Stack Trace Grouping: How to Turn 10,000 Crashes into 5 Actionable Bugs

This guide covers stack trace grouping crash deduplication in detail. Your game shipped on Tuesday. By Friday, your crash reporting dashboard shows 10,000 crash reports. You stare at an endless scrolling list of stack traces, each one slightly different, wondering where to even start. Here is the good news: those 10,000 reports are almost certainly caused by five or six distinct bugs. The hard part is figuring out which reports belong together. That is the problem stack trace grouping solves, and getting it right is the difference between a calm weekend and an all-hands fire drill.

The Problem: Signal Buried in Noise

Raw crash reports are noisy by nature. A single null pointer dereference in your inventory system can generate thousands of reports from thousands of players, each with slightly different stack traces. Without crash deduplication, every report looks unique. Developers end up triaging the same bug dozens of times, filing duplicate issues, and losing track of which crashes actually affect the most players.

The intuition is simple: group identical stack traces together. But in practice, "identical" is the wrong bar. The same bug routinely produces different stack traces for several reasons:

ASLR (Address Space Layout Randomization) changes memory addresses on every launch. Two crashes from the exact same line of code will have different hex addresses in their native frames.

Compiler inlining varies between build configurations. A function that appears as its own frame in a debug build may be inlined and invisible in a release build, changing the stack depth and shape.

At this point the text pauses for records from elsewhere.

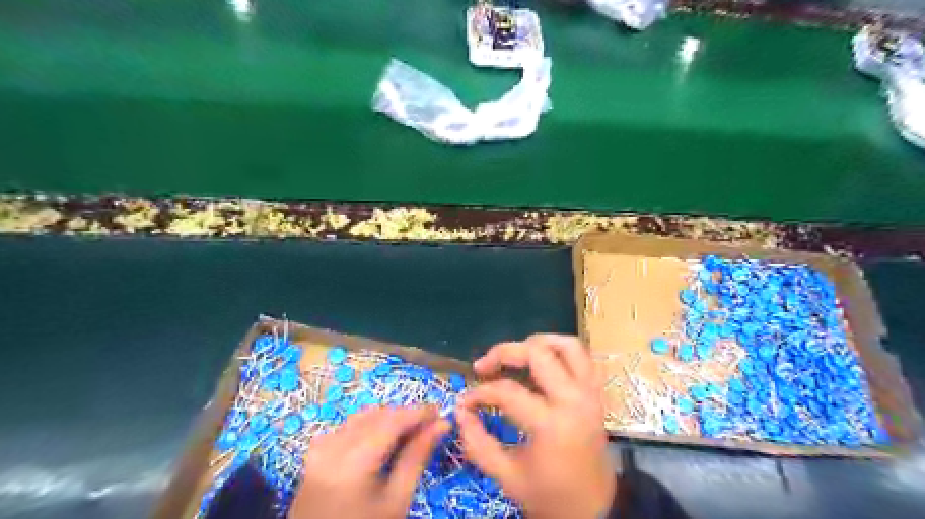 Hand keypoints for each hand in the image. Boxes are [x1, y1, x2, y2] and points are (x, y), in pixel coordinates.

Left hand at [289, 408, 448, 516]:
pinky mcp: (315, 453)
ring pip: (362, 417)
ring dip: (387, 419)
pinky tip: (381, 441)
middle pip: (376, 415)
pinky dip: (369, 426)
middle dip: (404, 416)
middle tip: (429, 426)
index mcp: (353, 460)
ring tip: (409, 434)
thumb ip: (417, 457)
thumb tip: (441, 425)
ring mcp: (320, 448)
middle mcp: (333, 446)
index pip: (392, 420)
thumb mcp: (397, 500)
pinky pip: (348, 427)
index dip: (418, 413)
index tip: (440, 413)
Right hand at [455, 334, 611, 517]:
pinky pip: (584, 358)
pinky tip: (543, 361)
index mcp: (551, 424)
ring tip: (516, 353)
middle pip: (538, 353)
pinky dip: (562, 351)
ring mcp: (590, 393)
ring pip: (568, 345)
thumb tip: (460, 411)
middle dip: (504, 352)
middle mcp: (573, 400)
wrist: (594, 509)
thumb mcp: (506, 476)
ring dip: (539, 342)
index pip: (506, 392)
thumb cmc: (549, 495)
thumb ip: (477, 443)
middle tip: (484, 365)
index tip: (464, 402)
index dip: (479, 393)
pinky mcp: (597, 394)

Multiple call paths to the same root cause. A corrupted save file might crash in SaveManager.Load() when called from the main menu, from auto-save restoration, or from a multiplayer sync — three different stack traces, one bug.

Minor source changes shift line numbers. A hotfix that adds a comment on line 40 of PlayerController.cs shifts every subsequent line number by one. Crashes from the pre-hotfix and post-hotfix builds now have different line numbers for the same fault.

"Crash analytics without intelligent grouping is like sorting mail by the color of the envelope. You are organizing by the wrong attribute."

Step 1: Normalize Frames

The first step in any crash deduplication algorithm is to normalize each frame so that superficial differences disappear. You strip away everything that varies between runs or builds but does not change the identity of the fault.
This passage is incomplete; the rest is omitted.